The world was now talking. His backhand was mesmerizing. He hit it looking below at the surface as if he didn’t care – as if he knew that that shot was it; that the ball would fly past the net, the opponent would miss it, watch it in awe and the point would be his. His forehand was most vicious. He could change angles more unpredictably than a set of carom coins hitting each other. He was orthodox in times of modernity. He would serve at delicate angles and then come to the net to smash in unforeseen angles. The mix of his game inspired awe. He could play 20 different shots in a point of 20 rallies. His slices were like a knife artistically cutting butter. His movement and stamina made one wonder if he was a marathon runner prior to enlightening the game of tennis. What struck most notably was his attitude outside the court. His persona, without any scar whatsoever, has made us question as to whether he really is a God! Year after year, he continues to rewrite the history of tennis and sports. Year after year, he continues to pummel clueless opponents . He endorses the most premium of brands and carries it off in such style.
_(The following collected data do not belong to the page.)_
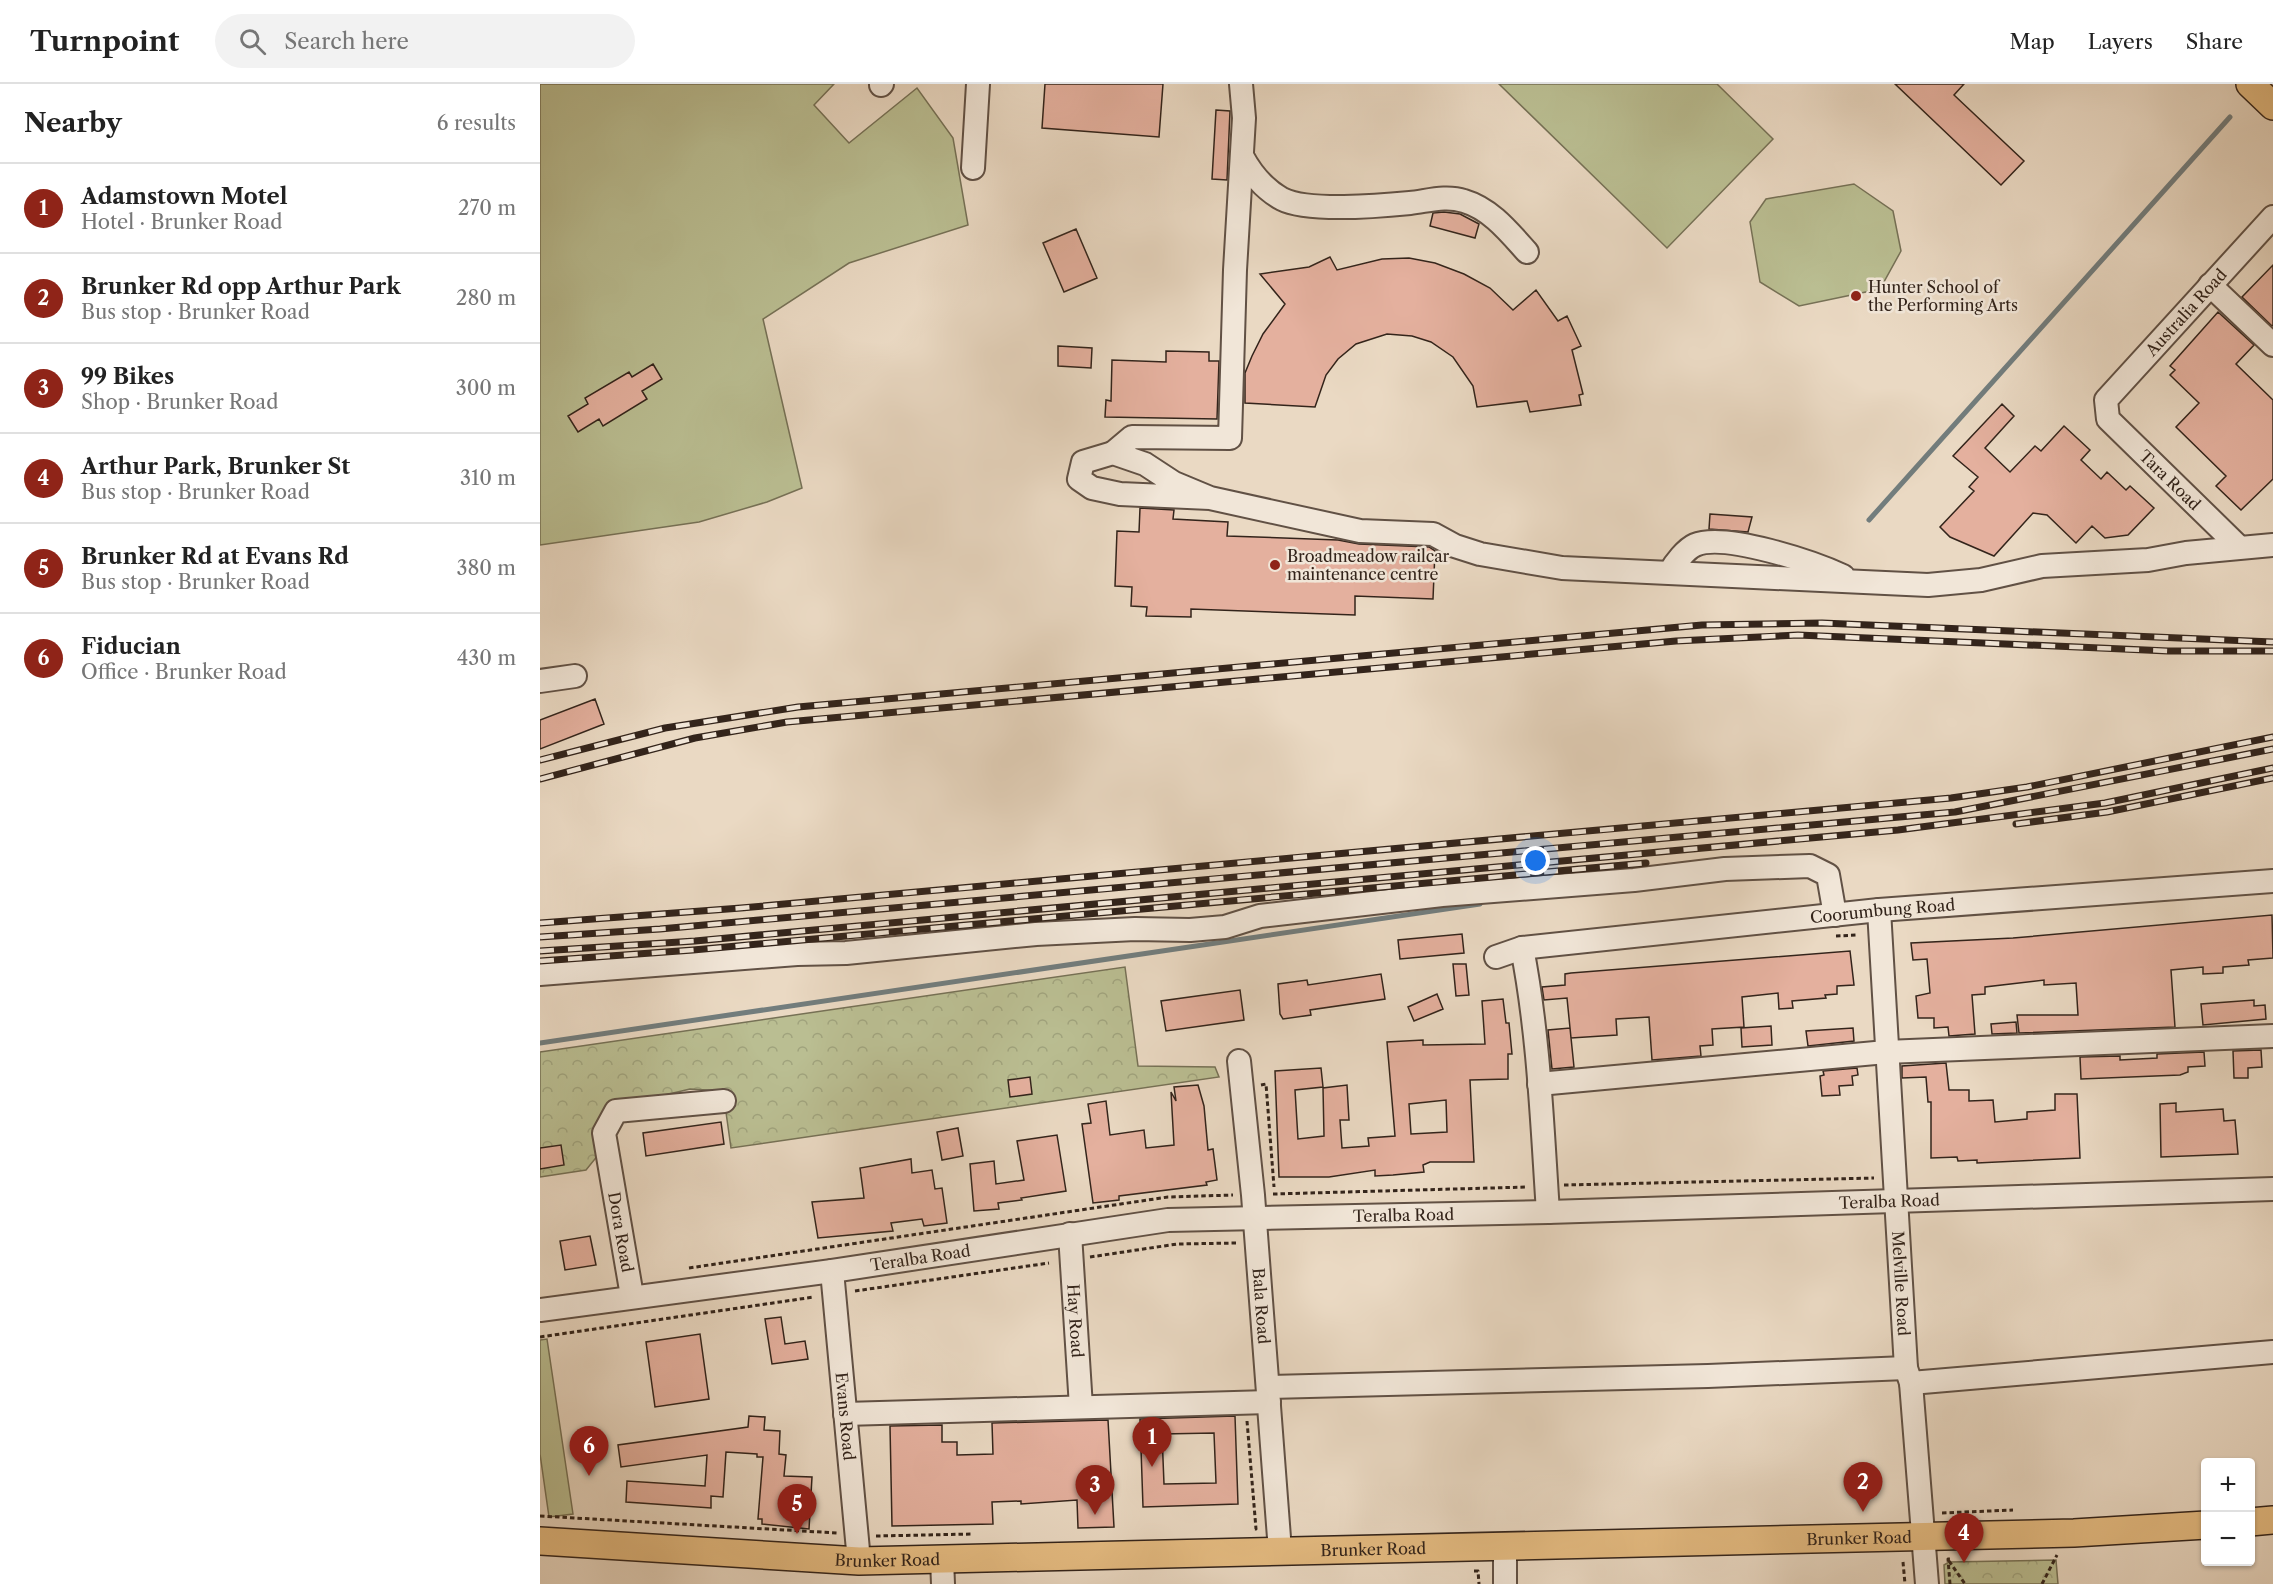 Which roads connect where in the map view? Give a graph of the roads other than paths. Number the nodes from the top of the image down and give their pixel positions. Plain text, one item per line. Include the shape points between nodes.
1 (978, 84) edge
2 (1241, 84) edge
3 (2250, 84) edge
4 (2273, 106) edge
5 (1242, 156) junction
6 (973, 168) dead end
7 (2273, 217) edge
8 (1527, 252) dead end
9 (2210, 285) junction
10 (2273, 345) edge
11 (2105, 410) joint
12 (1113, 453) junction
13 (1210, 498) junction
14 (2273, 545) edge
15 (2239, 547) junction
16 (1670, 572) junction
17 (1856, 582) junction
18 (574, 676) dead end
19 (540, 681) edge
20 (2273, 881) edge
21 (1879, 910) junction
22 (1835, 915) junction
23 (1522, 948) junction
24 (1496, 957) dead end
25 (540, 974) edge
26 (2273, 1036) edge
27 (1886, 1052) junction
28 (1239, 1061) dead end
29 (1539, 1084) junction
30 (724, 1101) dead end
31 (2273, 1189) edge
32 (1896, 1200) junction
33 (1548, 1212) junction
34 (1255, 1218) junction
35 (1070, 1234) junction
36 (832, 1271) junction
37 (632, 1296) junction
38 (540, 1310) edge
39 (2273, 1352) edge
40 (1909, 1375) junction
41 (1268, 1394) junction
42 (1081, 1407) junction
43 (845, 1414) junction
44 (2273, 1520) edge
45 (2255, 1522) edge
46 (2201, 1526) edge
47 (1923, 1537) junction
48 (540, 1541) edge
49 (1505, 1546) junction
50 (1280, 1551) junction
51 (859, 1561) junction
52 (942, 1571) edge
53 (1505, 1584) edge
54 (1927, 1584) edge

1 - 6 street
2 - 5 street
3 - 4 main road
5 - 8 street via 1253,175 1283,199 1311,205 1377,206 1443,197 1465,201 1495,218
5 - 12 street via 1230,438 1132,438
7 - 9 street, Australia Road
9 - 10 street
9 - 11 street, Australia Road via 2114,388
11 - 15 street, Tara Road via 2112,423
12 - 13 street via 1145,464 1174,483
12 - 13 street via 1083,462 1079,479 1092,488 1120,494
13 - 16 street via 1360,531 1433,534 1480,554 1562,568
14 - 15 street
15 - 17 street via 2148,560 2042,566 1981,580 1928,585
16 - 17 street
16 - 17 street via 1695,545 1722,543 1787,554
18 - 19 street
20 - 21 street, Coorumbung Road
21 - 22 street, Coorumbung Road
21 - 27 street, Melville Road
22 - 23 street, Coorumbung Road
22 - 25 street via 1828,875 1810,866 1725,869 1260,916 1225,927 1036,934
23 - 24 street, Coorumbung Road
23 - 29 street
26 - 27 street
27 - 29 street
27 - 32 street, Melville Road
28 - 34 street, Bala Road
29 - 33 street
30 - 37 street, Dora Road via 616,1111 604,1133
31 - 32 street, Teralba Road
32 - 33 street, Teralba Road
32 - 40 street, Melville Road
33 - 34 street, Teralba Road
34 - 35 street, Teralba Road via 1168,1220
34 - 41 street, Bala Road
35 - 36 street, Teralba Road
35 - 42 street, Hay Road
36 - 37 street, Teralba Road
36 - 43 street, Evans Road
37 - 38 street, Teralba Road
39 - 40 street
40 - 41 street via 1708,1376
40 - 47 street, Melville Road
41 - 42 street via 1246,1402
41 - 50 street, Bala Road
42 - 43 street
43 - 51 street, Evans Road
44 - 45 main road
46 - 47 main road, Brunker Road via 2135,1532
47 - 49 main road, Brunker Road
47 - 54 street, Melville Road
48 - 51 main road, Brunker Road
49 - 50 main road, Brunker Road
49 - 53 street
50 - 52 main road, Brunker Road
51 - 52 main road, Brunker Road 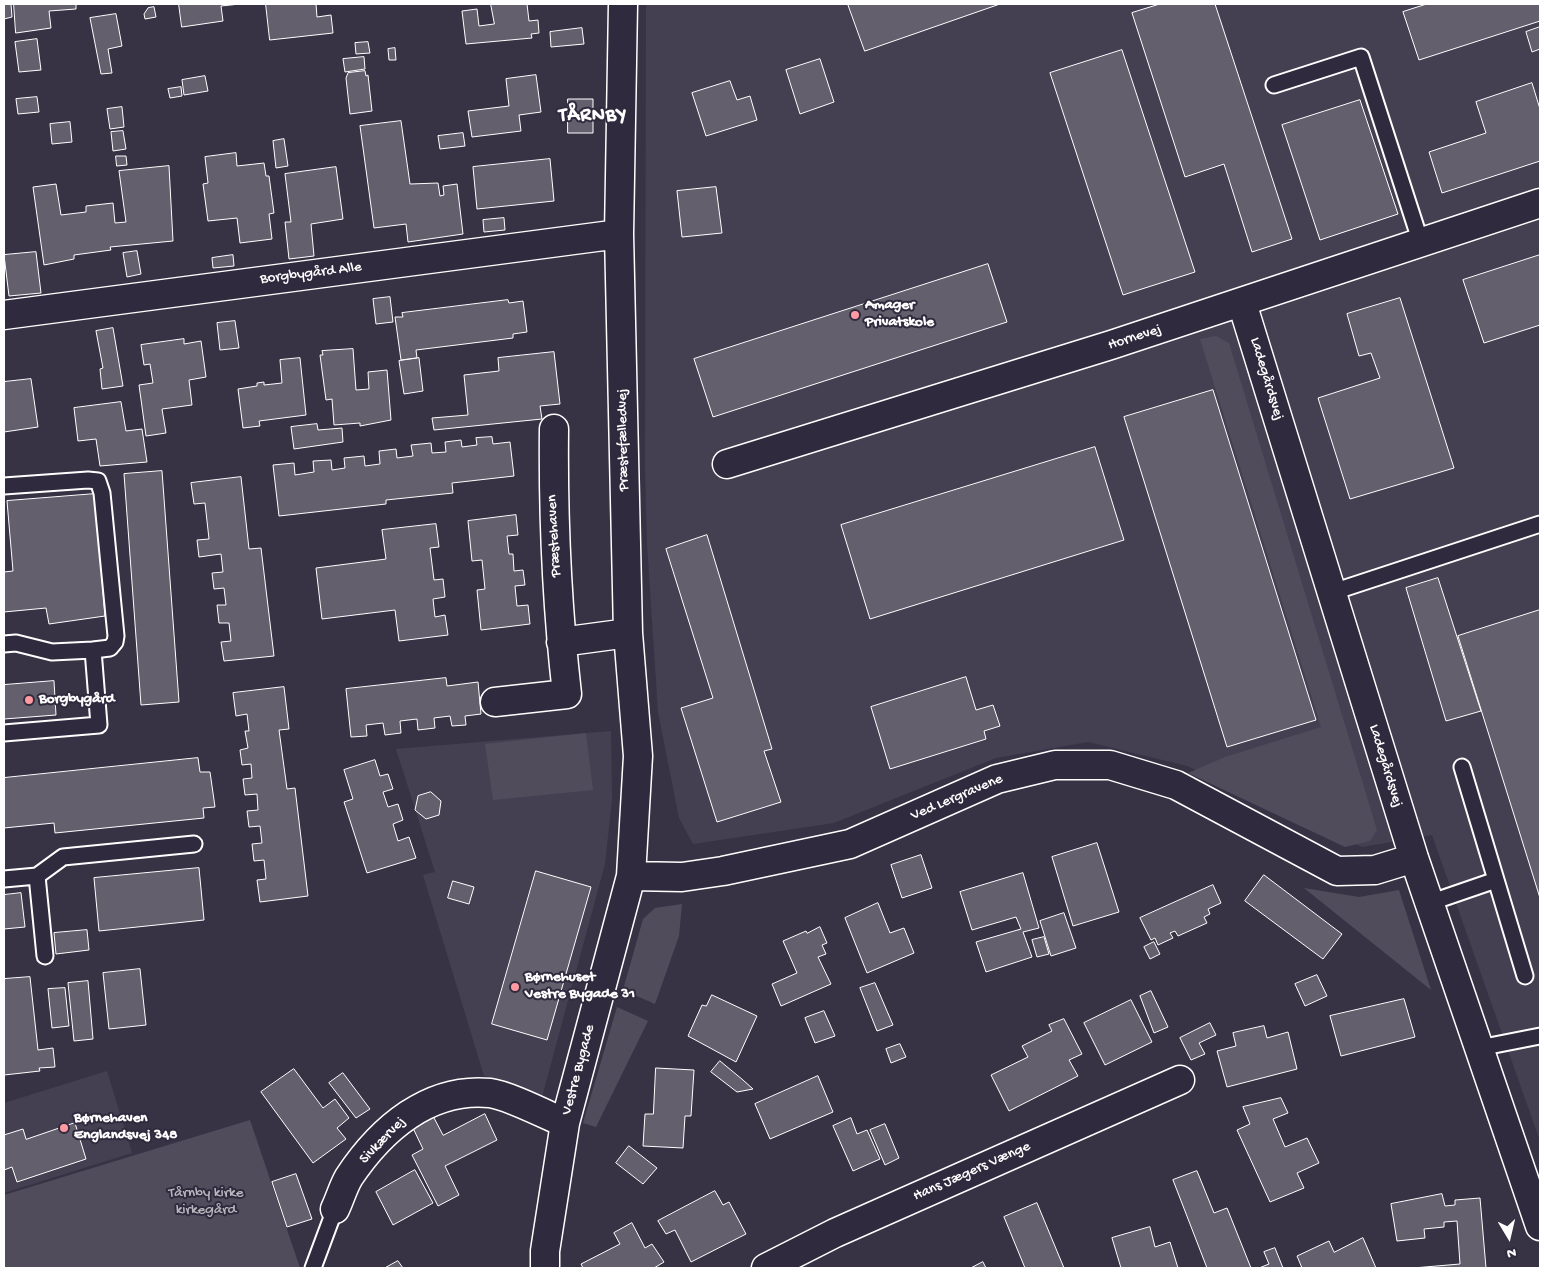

Today, we are fortunate to say that we’re alive in the times of three greats – Sachin Tendulkar, Lionel Messi and of course, Roger Federer. Today, we are fortunate in the essence of the word. We all dream of escaping our mundane lives in order to be embroiled in something spectacular that we’d always dreamt of ourselves to be in. Roger Federer provides us that opportunity. Thank you Mr. Roger Federer. You are a visual treat!